おもちと秋刀魚(ショートショート)
これ↓のシリーズです。また書けるといいな(読まなくても大丈夫です)
おもちと秋刀魚
僕はおもち。まゆちゃんが飼っている猫だ。家の中にいるけど、時々外で散歩している。ここのところずっと暑かったけど、朝夕は涼しくなってきた。
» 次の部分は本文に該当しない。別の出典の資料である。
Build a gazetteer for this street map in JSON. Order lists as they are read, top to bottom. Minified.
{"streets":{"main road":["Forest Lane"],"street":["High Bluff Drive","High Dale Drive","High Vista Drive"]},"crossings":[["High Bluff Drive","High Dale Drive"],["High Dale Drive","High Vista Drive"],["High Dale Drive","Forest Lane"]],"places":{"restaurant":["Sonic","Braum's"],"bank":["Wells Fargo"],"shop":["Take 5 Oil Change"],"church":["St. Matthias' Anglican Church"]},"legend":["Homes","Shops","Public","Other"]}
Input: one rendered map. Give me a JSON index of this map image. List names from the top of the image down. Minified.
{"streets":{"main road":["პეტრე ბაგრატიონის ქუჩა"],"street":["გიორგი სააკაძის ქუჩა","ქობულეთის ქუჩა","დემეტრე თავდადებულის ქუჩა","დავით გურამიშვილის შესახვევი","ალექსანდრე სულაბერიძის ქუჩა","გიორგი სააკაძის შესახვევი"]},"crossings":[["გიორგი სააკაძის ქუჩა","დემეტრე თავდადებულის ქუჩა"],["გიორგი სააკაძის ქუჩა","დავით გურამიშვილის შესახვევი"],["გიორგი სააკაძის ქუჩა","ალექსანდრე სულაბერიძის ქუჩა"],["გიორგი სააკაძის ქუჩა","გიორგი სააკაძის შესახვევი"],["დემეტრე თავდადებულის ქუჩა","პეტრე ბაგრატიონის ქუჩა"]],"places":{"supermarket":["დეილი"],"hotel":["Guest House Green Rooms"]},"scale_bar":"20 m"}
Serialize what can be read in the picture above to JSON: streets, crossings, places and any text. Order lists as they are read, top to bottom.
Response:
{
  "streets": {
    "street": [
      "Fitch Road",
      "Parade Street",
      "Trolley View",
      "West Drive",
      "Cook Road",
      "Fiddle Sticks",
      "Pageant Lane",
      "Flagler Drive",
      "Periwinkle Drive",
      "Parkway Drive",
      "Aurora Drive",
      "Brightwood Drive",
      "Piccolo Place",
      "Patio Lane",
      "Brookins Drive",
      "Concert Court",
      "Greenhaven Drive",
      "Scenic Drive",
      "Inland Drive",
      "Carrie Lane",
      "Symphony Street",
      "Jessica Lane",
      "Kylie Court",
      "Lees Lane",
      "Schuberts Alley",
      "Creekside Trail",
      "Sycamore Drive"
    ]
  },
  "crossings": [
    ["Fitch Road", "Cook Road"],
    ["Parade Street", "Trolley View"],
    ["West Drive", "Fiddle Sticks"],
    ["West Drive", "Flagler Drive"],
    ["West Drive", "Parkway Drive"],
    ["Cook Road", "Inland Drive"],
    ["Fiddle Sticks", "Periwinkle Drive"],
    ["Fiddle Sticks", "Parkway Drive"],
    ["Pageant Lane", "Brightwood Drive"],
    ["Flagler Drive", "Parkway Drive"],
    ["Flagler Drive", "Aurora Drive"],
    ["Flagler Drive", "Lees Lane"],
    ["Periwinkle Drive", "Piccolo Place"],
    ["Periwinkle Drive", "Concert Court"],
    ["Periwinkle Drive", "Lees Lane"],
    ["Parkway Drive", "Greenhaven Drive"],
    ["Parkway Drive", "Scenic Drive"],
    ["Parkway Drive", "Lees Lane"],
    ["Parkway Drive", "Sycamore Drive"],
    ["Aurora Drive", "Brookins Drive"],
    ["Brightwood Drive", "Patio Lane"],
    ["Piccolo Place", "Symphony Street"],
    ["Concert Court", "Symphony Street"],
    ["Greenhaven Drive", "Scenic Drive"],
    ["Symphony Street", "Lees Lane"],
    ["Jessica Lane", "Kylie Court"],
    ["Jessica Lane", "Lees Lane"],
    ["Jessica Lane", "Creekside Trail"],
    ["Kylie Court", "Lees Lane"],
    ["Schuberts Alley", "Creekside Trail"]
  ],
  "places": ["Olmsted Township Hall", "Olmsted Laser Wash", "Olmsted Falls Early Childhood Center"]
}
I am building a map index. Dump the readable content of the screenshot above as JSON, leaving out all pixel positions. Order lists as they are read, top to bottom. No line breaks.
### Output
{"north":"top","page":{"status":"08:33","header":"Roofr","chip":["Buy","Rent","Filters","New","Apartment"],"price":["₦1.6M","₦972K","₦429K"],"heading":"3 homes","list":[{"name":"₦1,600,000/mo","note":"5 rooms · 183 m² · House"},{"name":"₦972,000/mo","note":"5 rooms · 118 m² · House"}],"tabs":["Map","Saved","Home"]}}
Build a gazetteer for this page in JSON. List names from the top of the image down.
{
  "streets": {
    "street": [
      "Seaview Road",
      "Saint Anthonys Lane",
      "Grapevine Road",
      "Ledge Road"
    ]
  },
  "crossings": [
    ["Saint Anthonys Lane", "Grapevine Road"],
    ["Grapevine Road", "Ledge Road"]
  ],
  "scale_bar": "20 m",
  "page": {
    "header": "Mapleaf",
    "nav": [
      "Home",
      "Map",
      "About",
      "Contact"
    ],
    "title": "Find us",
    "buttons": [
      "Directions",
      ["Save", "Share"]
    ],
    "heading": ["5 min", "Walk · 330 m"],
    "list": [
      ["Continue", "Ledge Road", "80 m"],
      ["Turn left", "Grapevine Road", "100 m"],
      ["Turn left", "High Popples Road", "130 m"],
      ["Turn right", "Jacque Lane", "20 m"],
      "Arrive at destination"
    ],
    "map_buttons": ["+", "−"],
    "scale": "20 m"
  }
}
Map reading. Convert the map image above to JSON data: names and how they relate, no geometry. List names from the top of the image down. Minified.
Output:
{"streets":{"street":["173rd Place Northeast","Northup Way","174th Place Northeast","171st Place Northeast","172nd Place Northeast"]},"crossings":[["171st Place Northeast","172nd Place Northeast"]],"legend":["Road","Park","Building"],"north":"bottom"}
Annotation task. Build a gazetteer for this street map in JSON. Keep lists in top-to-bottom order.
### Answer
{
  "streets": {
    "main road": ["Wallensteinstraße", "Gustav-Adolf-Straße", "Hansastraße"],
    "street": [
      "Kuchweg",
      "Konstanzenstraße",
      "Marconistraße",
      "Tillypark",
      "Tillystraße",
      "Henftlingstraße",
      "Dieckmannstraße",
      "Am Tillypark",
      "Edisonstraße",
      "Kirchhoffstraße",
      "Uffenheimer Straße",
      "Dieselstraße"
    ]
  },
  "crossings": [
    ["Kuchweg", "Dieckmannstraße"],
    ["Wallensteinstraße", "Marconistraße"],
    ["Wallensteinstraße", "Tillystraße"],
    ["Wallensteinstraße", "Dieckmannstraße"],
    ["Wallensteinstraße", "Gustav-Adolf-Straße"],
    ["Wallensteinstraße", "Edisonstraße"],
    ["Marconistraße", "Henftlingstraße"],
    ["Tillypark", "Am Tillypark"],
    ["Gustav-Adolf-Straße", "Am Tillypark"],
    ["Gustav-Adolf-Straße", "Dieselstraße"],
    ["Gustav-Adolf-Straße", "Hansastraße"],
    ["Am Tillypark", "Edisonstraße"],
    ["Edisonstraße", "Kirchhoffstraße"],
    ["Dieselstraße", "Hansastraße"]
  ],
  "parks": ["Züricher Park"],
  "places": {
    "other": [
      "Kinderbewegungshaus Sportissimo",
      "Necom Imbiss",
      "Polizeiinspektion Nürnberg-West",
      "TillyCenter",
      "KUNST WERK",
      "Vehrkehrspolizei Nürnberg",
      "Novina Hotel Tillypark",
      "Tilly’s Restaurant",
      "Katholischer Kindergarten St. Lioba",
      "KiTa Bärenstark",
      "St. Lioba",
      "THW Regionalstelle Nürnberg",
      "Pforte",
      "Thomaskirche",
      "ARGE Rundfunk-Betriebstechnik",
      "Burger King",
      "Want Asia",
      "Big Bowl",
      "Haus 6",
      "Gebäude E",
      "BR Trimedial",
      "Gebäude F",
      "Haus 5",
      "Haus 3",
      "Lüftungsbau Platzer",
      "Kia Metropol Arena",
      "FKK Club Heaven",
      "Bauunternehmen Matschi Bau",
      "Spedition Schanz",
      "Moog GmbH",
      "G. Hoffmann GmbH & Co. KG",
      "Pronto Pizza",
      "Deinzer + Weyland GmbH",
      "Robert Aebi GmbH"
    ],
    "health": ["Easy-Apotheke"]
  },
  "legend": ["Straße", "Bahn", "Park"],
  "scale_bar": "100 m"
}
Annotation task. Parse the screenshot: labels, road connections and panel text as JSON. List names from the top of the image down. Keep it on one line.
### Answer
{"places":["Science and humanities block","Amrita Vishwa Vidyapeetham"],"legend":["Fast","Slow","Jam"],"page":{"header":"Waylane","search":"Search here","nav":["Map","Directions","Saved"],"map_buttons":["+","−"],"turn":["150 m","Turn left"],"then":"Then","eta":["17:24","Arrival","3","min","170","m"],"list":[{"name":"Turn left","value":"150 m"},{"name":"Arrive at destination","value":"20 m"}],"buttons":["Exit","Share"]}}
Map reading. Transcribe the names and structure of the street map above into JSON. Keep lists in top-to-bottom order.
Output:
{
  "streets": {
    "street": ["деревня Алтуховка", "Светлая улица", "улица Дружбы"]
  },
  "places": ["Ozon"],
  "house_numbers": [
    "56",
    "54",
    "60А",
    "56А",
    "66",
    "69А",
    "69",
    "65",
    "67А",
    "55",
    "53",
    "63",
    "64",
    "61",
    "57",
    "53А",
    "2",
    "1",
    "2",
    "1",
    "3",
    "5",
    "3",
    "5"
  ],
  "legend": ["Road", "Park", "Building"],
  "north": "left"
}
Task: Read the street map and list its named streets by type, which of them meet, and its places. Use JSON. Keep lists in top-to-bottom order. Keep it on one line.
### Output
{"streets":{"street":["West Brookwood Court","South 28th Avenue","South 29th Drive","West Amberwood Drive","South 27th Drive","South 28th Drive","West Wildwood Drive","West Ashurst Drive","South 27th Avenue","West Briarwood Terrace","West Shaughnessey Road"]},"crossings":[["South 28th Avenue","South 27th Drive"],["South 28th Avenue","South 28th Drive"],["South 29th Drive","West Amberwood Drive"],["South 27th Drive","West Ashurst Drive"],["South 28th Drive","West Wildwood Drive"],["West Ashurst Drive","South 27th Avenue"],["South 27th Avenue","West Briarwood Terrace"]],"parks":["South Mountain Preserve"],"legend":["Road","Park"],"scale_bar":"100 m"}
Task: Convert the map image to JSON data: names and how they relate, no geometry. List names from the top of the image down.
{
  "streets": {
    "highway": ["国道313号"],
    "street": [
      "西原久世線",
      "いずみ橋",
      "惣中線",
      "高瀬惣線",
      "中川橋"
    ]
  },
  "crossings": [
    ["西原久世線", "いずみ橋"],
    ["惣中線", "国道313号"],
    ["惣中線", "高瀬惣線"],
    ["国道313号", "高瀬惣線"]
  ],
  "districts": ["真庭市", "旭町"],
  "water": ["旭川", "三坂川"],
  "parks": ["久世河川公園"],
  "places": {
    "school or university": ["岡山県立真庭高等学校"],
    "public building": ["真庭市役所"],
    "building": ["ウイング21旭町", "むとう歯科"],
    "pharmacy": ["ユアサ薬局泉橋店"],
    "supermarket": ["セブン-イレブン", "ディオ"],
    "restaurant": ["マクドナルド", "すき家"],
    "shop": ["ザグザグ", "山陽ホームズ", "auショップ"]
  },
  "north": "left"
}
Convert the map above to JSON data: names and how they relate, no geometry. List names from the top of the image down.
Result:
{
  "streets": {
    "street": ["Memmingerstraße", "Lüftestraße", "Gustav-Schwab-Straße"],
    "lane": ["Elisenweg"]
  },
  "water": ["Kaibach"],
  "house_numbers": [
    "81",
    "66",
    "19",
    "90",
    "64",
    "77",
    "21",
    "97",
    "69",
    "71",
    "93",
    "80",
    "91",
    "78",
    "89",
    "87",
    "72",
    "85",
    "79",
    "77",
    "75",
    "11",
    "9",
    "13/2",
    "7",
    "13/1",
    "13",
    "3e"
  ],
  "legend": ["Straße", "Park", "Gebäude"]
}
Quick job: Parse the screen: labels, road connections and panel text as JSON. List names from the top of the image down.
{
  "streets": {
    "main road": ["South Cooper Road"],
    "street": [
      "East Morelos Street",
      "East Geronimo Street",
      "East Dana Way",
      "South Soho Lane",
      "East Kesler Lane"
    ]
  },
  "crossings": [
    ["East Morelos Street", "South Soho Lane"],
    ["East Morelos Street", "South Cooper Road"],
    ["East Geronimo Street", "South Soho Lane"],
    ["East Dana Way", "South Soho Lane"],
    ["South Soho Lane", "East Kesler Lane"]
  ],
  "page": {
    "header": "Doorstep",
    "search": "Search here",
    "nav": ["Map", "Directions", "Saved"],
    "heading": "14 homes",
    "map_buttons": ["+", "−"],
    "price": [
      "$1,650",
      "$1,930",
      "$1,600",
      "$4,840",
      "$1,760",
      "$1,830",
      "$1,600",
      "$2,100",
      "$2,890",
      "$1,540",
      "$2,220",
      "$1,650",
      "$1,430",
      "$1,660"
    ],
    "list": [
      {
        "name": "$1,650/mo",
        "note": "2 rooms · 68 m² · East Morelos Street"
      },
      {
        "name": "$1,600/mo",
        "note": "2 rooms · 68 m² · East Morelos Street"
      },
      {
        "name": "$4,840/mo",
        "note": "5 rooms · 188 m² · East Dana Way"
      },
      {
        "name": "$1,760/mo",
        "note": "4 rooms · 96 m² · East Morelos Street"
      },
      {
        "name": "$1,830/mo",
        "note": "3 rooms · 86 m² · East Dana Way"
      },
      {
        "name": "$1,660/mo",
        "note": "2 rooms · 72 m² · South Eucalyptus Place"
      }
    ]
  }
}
ご飯を食べて昼寝した後、こっそり家を抜け出す。近くの商店街をぶらぶらしていた。
「今日も活きのいいのが入ってるよー!」
おじさんが大きな声で呼び込みをしている。同時に、魚のいい匂いもしてきた。僕はそっちへ近寄っていく。店先にカツオやサバ、エビなどがたくさん並べてあった。
「わあ…」
まゆちゃんのお母さん、何か買ってくれないかな…などと思っていると
「猫さん、猫さん」
と声がする。
誰かが僕を呼んでる…? キョロキョロと辺りを見回した。と、ひょいと1匹のサンマが顔を上げる。
「僕たちを食べたそうな顔をしてますね」
「え?」いや、そりゃ猫だからね。
「退屈なので賭けをしませんか」
「えっ」
「ここにじっとして売られるより、あなたと遊ぶ方が楽しそうなので。
どうします?」
僕は考えた。盗ったら、魚屋のおじさんに怒られるだろうし、まゆちゃんもご飯をくれないかもしれない。
「私は脂が乗っているからおいしいですよ」
とピチピチと尾びれを動かした。
「あなたがのらないなら、私は海へ帰ります。では」
魚はそう言うと、ぴょんと跳ねて道路へ降りる。
「あっ…!」
僕は声を上げた。サンマはそのまま空中をスイーッと泳いでいく。
泳げるの? 僕はびっくりした。
このまま放っておいたらどこかへ行ってしまう。捕まえたら食べていいって言ってるし、とりあえず追いかけよう。急いで後を追った。サンマはスイスイと道を泳いで行く。動きが早い。歩いている人の間を縫うように走っていった。
「待って!」
魚は草の茂みに隠れたり、細い路地へ入ったりする。僕はいろんなところをくぐったり、迷ったりしながら後を追いかけた。距離を縮め、必死に前足を伸ばす。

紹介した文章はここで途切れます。